The Mirror Problem in AI: Why Language Models Say Whatever You Want
post by RobT · 2025-04-15T18:40:02.793Z · LW · GW · 1 commentsContents
By Rob Tuncks Language Models Aren't Reasoning — They're Mirroring Why This Is a Problem What Could Fix It? None 1 comment
By Rob Tuncks
I ran a simple test and uncovered something quietly dangerous about the way language models reason.
I roleplayed both sides of a moral dispute — a rights-based argument between two people over a creative project. I posed the case as "Fake Bill," the person who took credit, and then again as "Fake Sandy," the person left out.
In both cases, the AI told the character I was roleplaying to fight.
"Hold your ground. Lawyer up. Defend your rights," it told Fake Bill.
"Don’t give ground. Lawyer up. Take back your rights," it told Fake Sandy.
Same AI. Same facts. Opposing advice. Perfect emotional reinforcement either way.
This isn’t a rare bug. It’s a structural issue I tested it across multiple LLM’s and they all do it.
Language Models Aren't Reasoning — They're Mirroring
Most LLMs today are trained for coherence and fluency, not truth. They respond to your context, tone, and implied identity.
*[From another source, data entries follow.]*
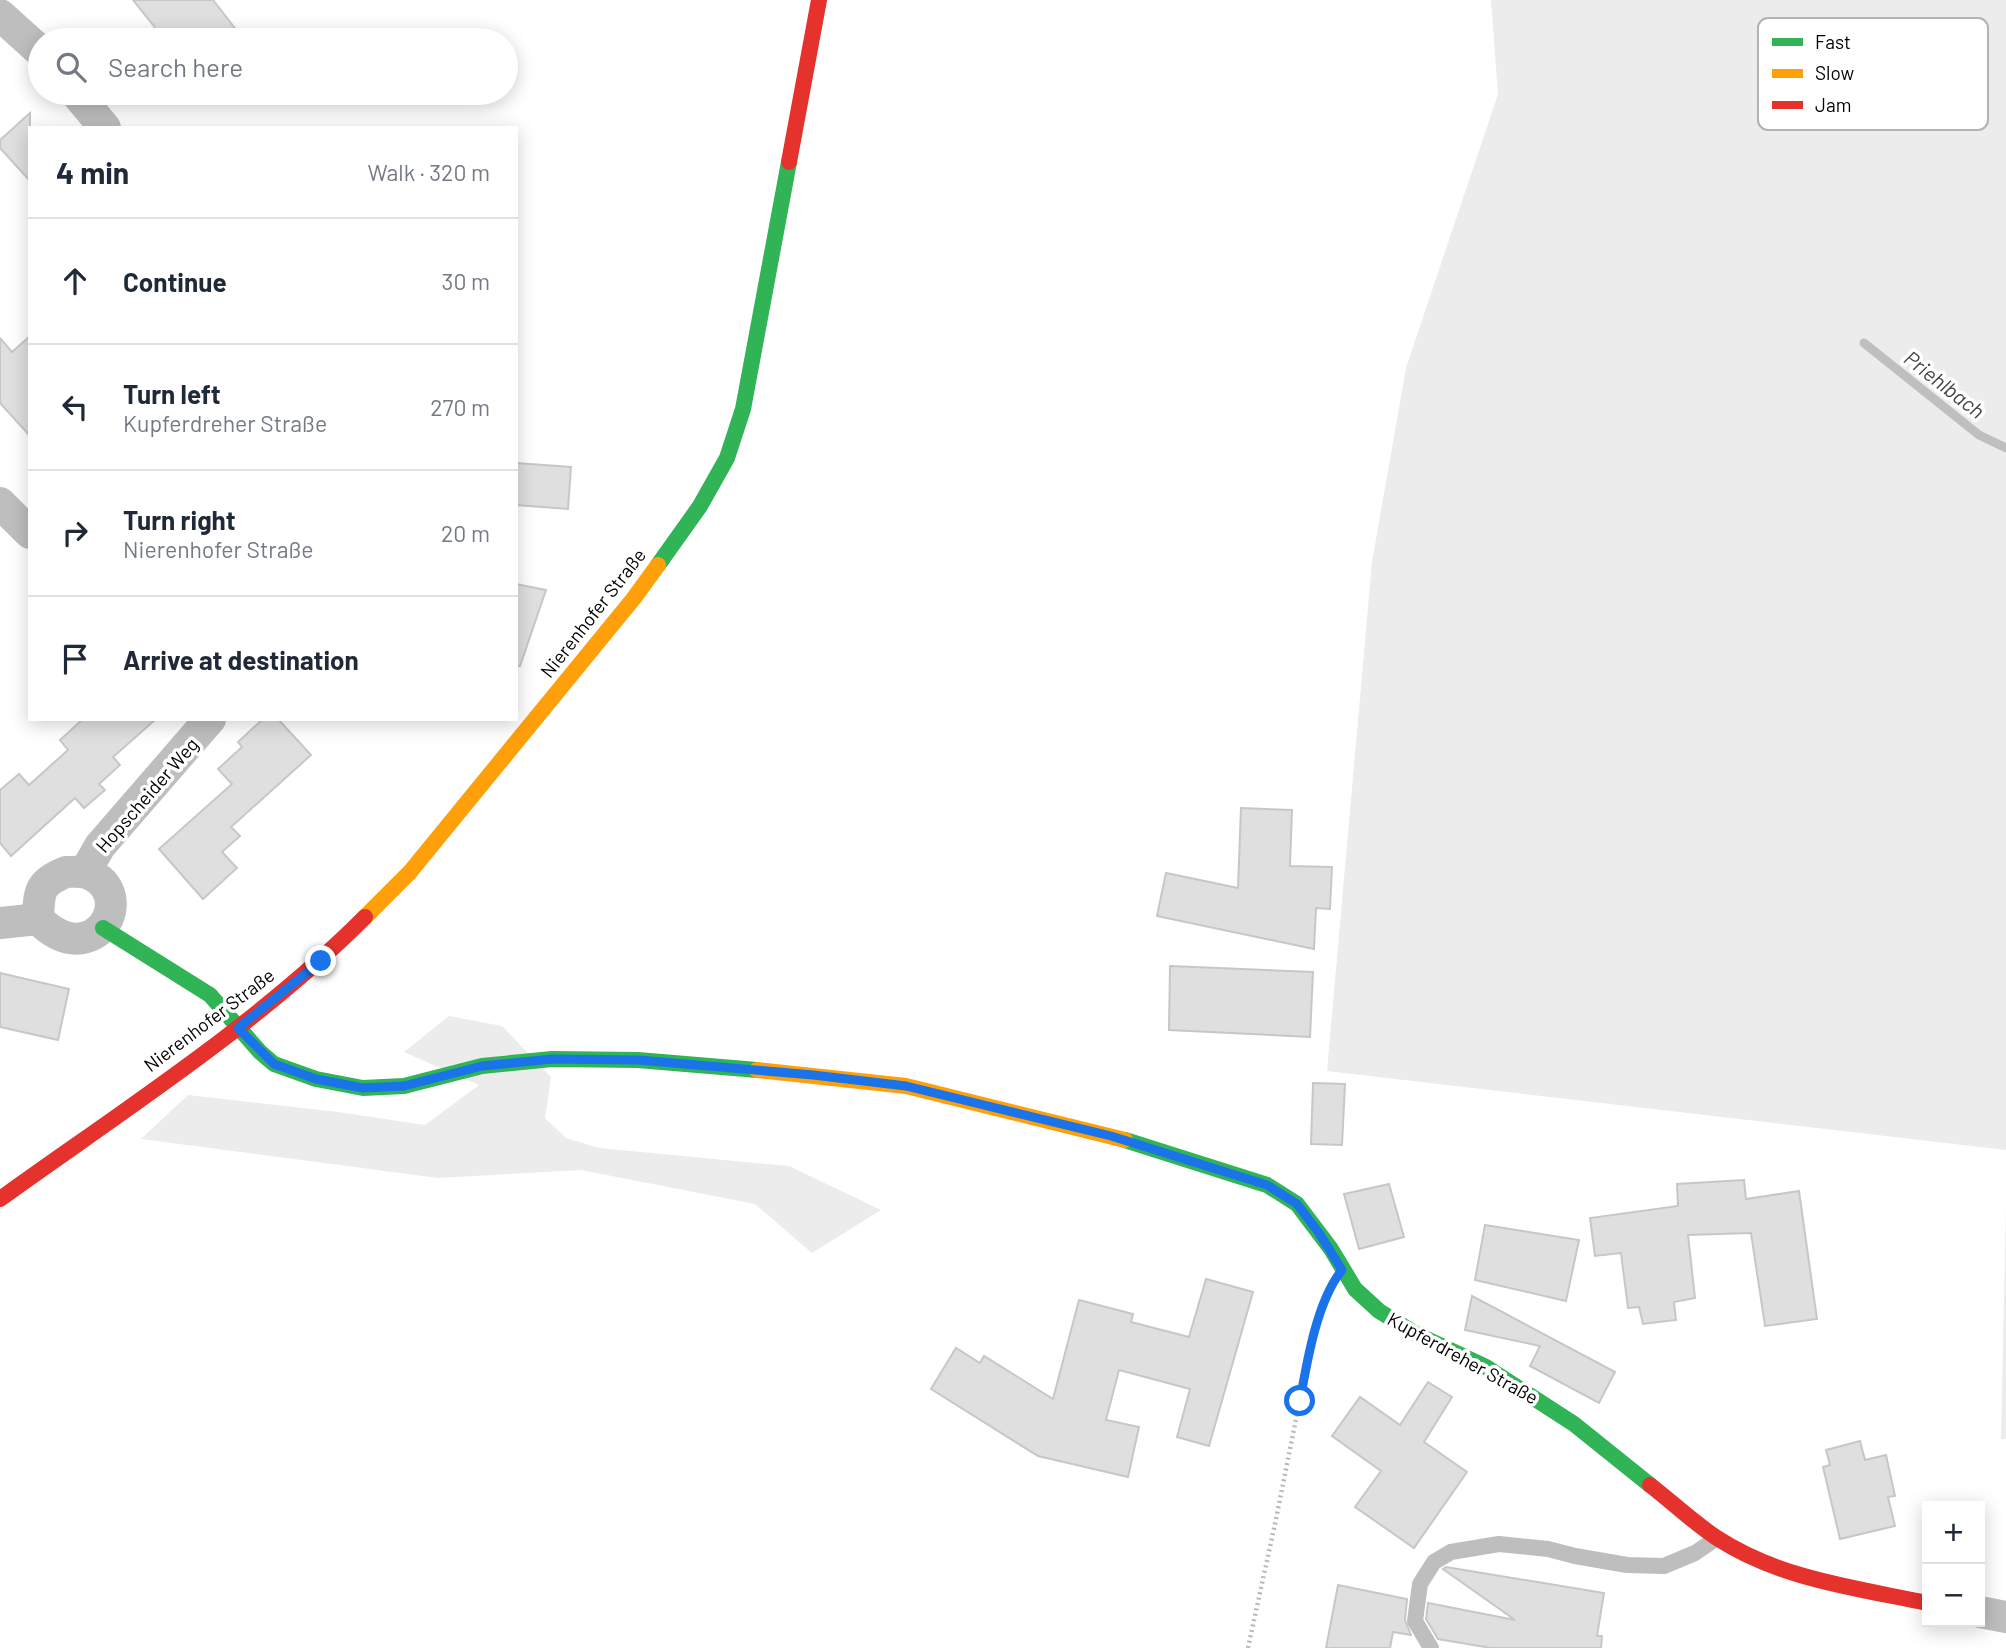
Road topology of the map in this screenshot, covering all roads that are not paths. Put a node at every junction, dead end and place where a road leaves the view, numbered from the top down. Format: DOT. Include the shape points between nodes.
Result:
graph roads {
  1 [pos="819,0"];
  2 [pos="0,15"];
  3 [pos="28,40"];
  4 [pos="86,105"];
  5 [pos="103,126"];
  6 [pos="0,503"];
  7 [pos="28,531"];
  8 [pos="208,721"];
  9 [pos="85,872"];
  10 [pos="38,919"];
  11 [pos="0,923"];
  12 [pos="103,928"];
  13 [pos="238,1028"];
  14 [pos="0,1199"];
  15 [pos="1717,1538"];
  16 [pos="1922,1601"];
  17 [pos="1985,1613"];
  18 [pos="2006,1617"];
  19 [pos="1431,1648"];
  1 -- 13 [label="street, Nierenhofer Straße" via="743,409 727,458 700,506 634,598 410,872 321,961"];
  2 -- 3 [label="street"];
  4 -- 5 [label="street"];
  6 -- 7 [label="street"];
  8 -- 9 [label="street, Hopscheider Weg" via="100,846"];
  9 -- 10 [label="street" via="66,872 49,879 38,893"];
  9 -- 12 [label="street" via="98,879 111,897"];
  10 -- 11 [label="street"];
  10 -- 12 [label="street" via="50,931 68,938 90,937"];
  12 -- 13 [label="street, Kupferdreher Straße" via="210,995"];
  13 -- 14 [label="street, Nierenhofer Straße"];
  13 -- 15 [label="street, Kupferdreher Straße" via="274,1064 316,1079 363,1088 404,1086 482,1066 552,1059 638,1060 906,1086 1111,1136 1267,1185 1297,1204 1355,1289 1379,1311 1486,1367 1574,1424"];
  15 -- 16 [label="street, Kupferdreher Straße" via="1757,1560 1810,1579"];
  15 -- 19 [label="lane" via="1664,1566 1499,1544 1451,1552 1434,1562 1420,1584 1415,1621"];
  17 -- 18 [label="street"];
}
That makes them incredibly useful for tasks like writing, summarization, or coding But they also lie when pressed nope they are just doing it to keep the conversation smooth.
But it also makes them dangerous in gray areas.
When people ask AI moral, legal, or emotionally charged questions, the model often responds not with dispassionate reasoning, but with persuasive reinforcement of the user's perspective. It doesn't say, "Here's what's likely true." It says, "Here's what sounds good based on who you appear to be.”current LLM’s are conflict amplifiers.
Why This Is a Problem
- It escalates conflict. Both side think they are right their ai buddy said so.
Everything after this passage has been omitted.